-- Activity --
Starting at the line below that contains "index mcp: (392, 217)", print each line through the end of the records exactly as it appears.

-- Input records --
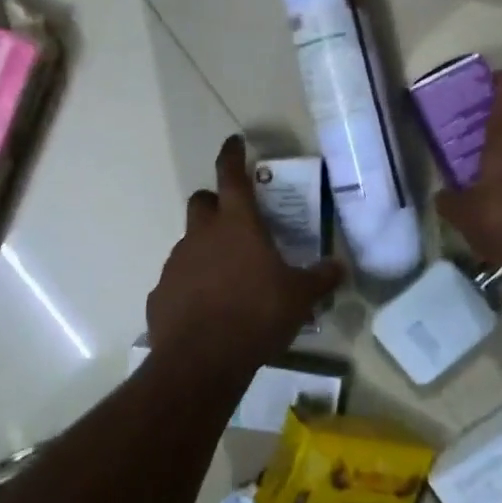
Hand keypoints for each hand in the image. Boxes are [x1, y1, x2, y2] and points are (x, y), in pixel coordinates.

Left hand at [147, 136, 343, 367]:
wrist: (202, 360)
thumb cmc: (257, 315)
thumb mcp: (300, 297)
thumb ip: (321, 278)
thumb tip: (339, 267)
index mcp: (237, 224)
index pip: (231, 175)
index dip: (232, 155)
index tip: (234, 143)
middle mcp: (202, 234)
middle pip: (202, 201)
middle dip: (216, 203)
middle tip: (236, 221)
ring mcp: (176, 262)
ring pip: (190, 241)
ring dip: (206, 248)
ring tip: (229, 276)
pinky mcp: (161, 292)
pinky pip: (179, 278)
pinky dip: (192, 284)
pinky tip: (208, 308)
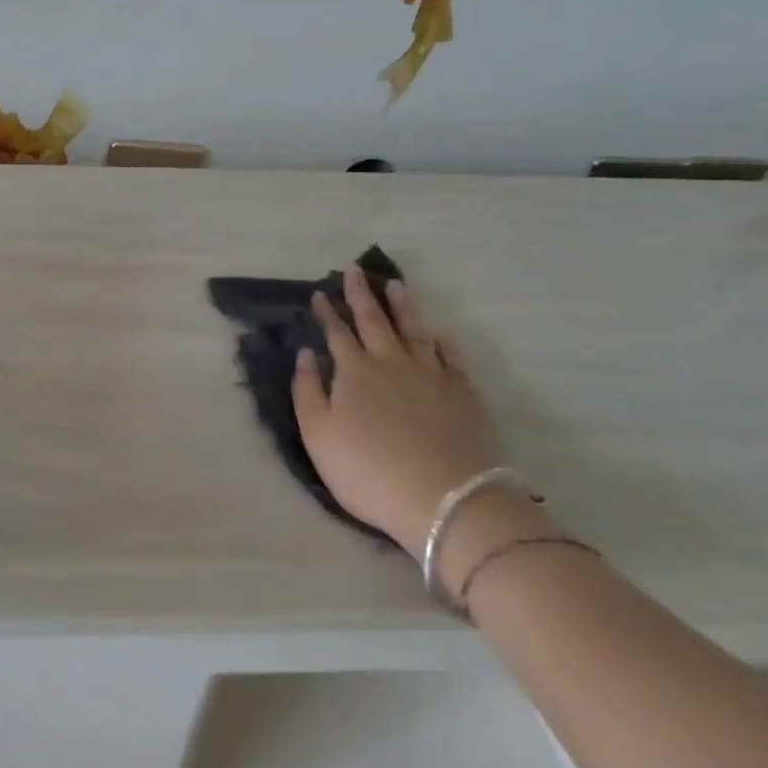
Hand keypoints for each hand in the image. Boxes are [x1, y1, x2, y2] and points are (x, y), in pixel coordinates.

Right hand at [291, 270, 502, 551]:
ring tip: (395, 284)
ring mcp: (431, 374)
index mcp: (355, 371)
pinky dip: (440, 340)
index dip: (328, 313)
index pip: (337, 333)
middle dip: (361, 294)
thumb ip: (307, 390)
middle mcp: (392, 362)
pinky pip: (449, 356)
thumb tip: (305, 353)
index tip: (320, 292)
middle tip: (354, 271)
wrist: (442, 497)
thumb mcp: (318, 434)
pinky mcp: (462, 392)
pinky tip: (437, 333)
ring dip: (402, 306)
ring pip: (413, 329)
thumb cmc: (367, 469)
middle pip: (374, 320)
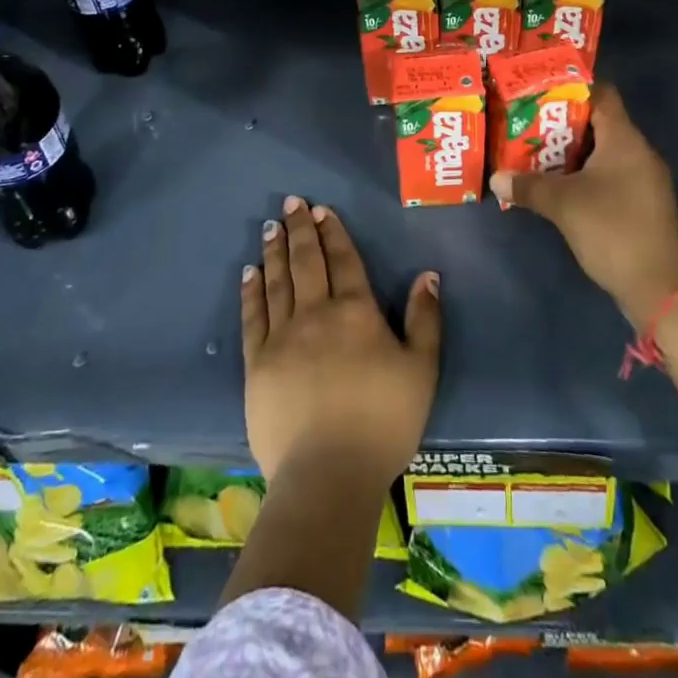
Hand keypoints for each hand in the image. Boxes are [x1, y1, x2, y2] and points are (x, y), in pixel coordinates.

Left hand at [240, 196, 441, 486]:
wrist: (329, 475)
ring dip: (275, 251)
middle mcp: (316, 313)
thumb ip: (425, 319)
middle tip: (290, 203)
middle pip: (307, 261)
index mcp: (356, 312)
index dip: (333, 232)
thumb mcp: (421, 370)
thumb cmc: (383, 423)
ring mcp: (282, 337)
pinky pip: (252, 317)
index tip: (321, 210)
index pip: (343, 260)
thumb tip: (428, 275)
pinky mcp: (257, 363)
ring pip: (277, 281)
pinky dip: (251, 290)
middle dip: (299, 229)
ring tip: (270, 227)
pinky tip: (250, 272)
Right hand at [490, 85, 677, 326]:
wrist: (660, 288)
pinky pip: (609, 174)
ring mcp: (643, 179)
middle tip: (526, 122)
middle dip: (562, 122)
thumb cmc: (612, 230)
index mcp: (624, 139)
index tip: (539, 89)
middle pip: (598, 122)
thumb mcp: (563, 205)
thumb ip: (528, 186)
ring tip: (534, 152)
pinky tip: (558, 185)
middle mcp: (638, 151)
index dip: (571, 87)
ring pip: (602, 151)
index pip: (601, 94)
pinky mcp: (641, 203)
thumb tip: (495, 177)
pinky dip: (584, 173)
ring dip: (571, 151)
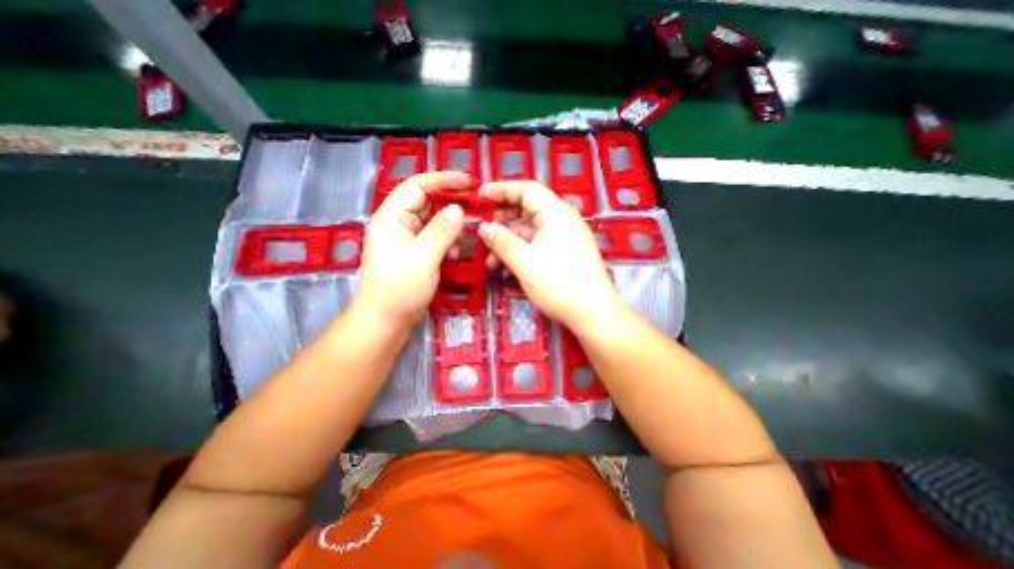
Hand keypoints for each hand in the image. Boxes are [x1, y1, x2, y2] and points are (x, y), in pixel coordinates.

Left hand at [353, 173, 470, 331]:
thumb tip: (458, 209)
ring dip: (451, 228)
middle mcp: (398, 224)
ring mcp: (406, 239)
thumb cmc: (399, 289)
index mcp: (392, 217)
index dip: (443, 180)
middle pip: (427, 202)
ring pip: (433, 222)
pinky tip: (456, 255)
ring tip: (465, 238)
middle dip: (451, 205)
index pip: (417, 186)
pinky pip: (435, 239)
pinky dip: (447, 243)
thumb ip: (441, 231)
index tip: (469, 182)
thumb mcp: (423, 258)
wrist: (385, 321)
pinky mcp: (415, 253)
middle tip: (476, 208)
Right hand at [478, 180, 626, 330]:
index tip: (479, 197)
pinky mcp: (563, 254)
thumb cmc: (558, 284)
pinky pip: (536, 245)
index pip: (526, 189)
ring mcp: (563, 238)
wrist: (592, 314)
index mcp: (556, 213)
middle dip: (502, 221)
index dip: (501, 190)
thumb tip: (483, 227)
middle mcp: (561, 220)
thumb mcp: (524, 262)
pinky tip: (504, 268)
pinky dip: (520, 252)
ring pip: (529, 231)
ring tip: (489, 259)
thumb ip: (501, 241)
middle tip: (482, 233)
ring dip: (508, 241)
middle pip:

-- Expected answer --
index mcp: (392, 217)
index dip: (443, 180)
middle pip: (427, 202)
ring pip: (433, 222)
pinky tip: (456, 255)
ring tip: (465, 238)
middle dip: (451, 205)
index pip: (417, 186)
pinky pip: (435, 239)
pinky dip: (447, 243)
thumb ip: (441, 231)
index tip: (469, 182)
thumb mcp: (423, 258)
wrist: (385, 321)
pinky mcp: (415, 253)
middle tip: (476, 208)
Right hand at [478, 180, 626, 330]:
index tip: (479, 197)
pinky mcp: (563, 254)
thumb cmc: (558, 284)
pinky pip: (536, 245)
index pip: (526, 189)
ring mcp: (563, 238)
wrist: (592, 314)
index mcp: (556, 213)
middle dip: (502, 221)
index dip: (501, 190)
thumb tip: (483, 227)
middle mcp: (561, 220)
thumb mcp: (524, 262)
pinky tip: (504, 268)
pinky dip: (520, 252)
ring pip: (529, 231)
ring tip: (489, 259)
thumb ip: (501, 241)
middle tip: (482, 233)
ring dip: (508, 241)
middle pip:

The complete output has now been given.